If you restrict yourself to "real" regular expressions (avoid Perl extensions and such), they express regular languages[1], which do compose very well, and can be compiled into finite state machines.

Regular languages are closed not only under concatenation and Kleene star, but also:

    - union
    - intersection
    - complement
    - reverse
and more.[1]

Real FST libraries like HFST or OpenFST let you compile and compose regular expressions this way. It's too most "standard" regex libraries stop at "re.compile" and never implement concat/intersect/complement/reverse/union.


For the readability issue, give rx[2] a go – you can turn plain regexes into rx syntax with xr[3] :)

[1] https://en.wikipedia.org/wiki/Regular_language#Closure_prope...

[2] https://www.emacswiki.org/emacs/rx

[3] https://github.com/mattiase/xr

> ... and can be compiled into finite state machines. ...

I am not a big fan of this argument without a 'but'. It is usually overlooked that the finite state machine can become exponentially large (=totally unusable), because sets of non-deterministic states are used for deterministic states. This caused me major trouble in a project where this effect was not noticed during the design phase.

I find this important to stress because the finite state machine can usually be constructed without problems (e.g. by the flex tool), so this property of regexps is undoubtedly useful.

But sometimes, it may explode on you.

That's deterministic finite state machines (DFA); the nondeterministic (NFA) representation is linear in regex length (unless you use "a{99}", but that's nonstandard for a reason). You can also do concat/intersect/etc directly on the (actually-regular) regex representaion directly, although it is a bit ugly.

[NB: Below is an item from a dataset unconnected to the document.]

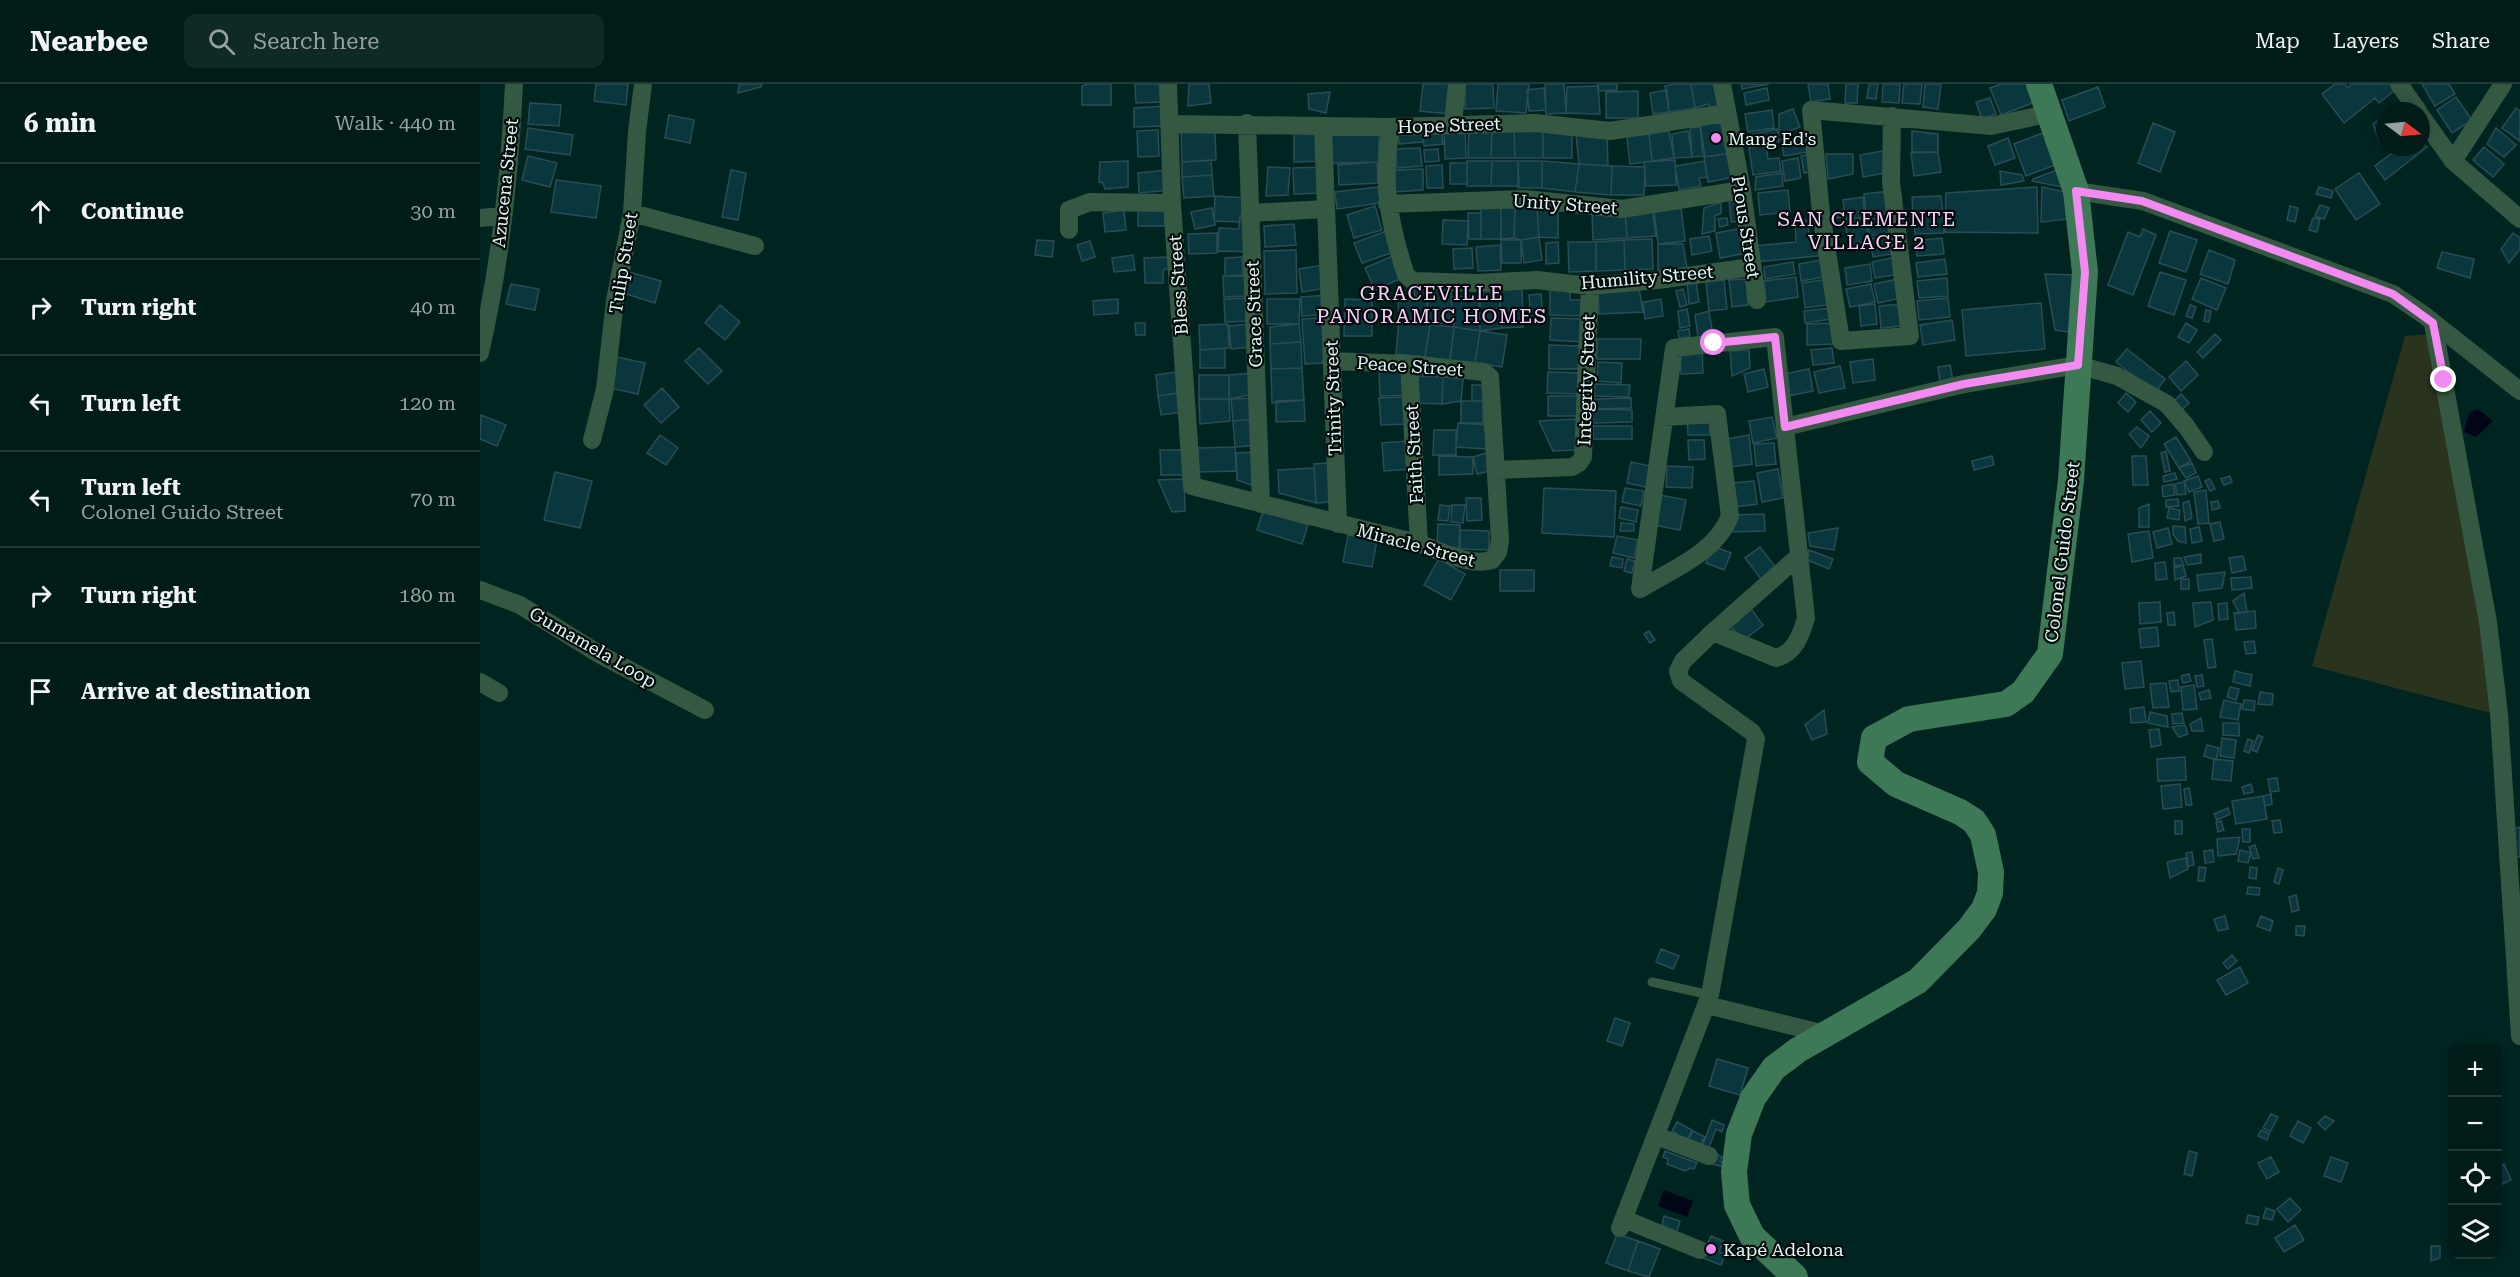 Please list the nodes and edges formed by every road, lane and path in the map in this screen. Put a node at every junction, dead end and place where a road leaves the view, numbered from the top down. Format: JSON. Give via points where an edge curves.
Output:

Unfortunately, this is not the case as soon as you add grouping! To properly express regular expression with grouping, finite state automatons are not sufficient and you need the theory of transducers which does not admit the same properties (in particular regarding to determinisation).

What do you mean by 'grouping'?

Capture groups, I think.

> Regular languages are closed not only under concatenation and Kleene star, but also:

> - union

Union doesn't belong in the bottom list. Disjunction is one of the regular operations, just like concatenation and Kleene star.

> > Regular languages are closed not only under concatenation and Kleene star, but also:

> > - union

> Union doesn't belong in the bottom list. Disjunction is one of the regular operations, just like concatenation and Kleene star.

That seems to be what your parent said. Did you perhaps read "Regular languages are closed not only under …" as "Regular languages are not closed under"?

The parent comment says "closed not only under concatenation and Kleene star, but also under these other four operations". That divides the closure properties into two sets, obvious and nonobvious. The obvious ones are obvious because they are regular operations -- concatenation and Kleene star are operators defined by the language of regular expressions. Intersection isn't.

I'm pointing out that set union belongs in the obvious group and not the nonobvious group. Like concatenation and Kleene star, it is one of the operators used to define what a regular expression is.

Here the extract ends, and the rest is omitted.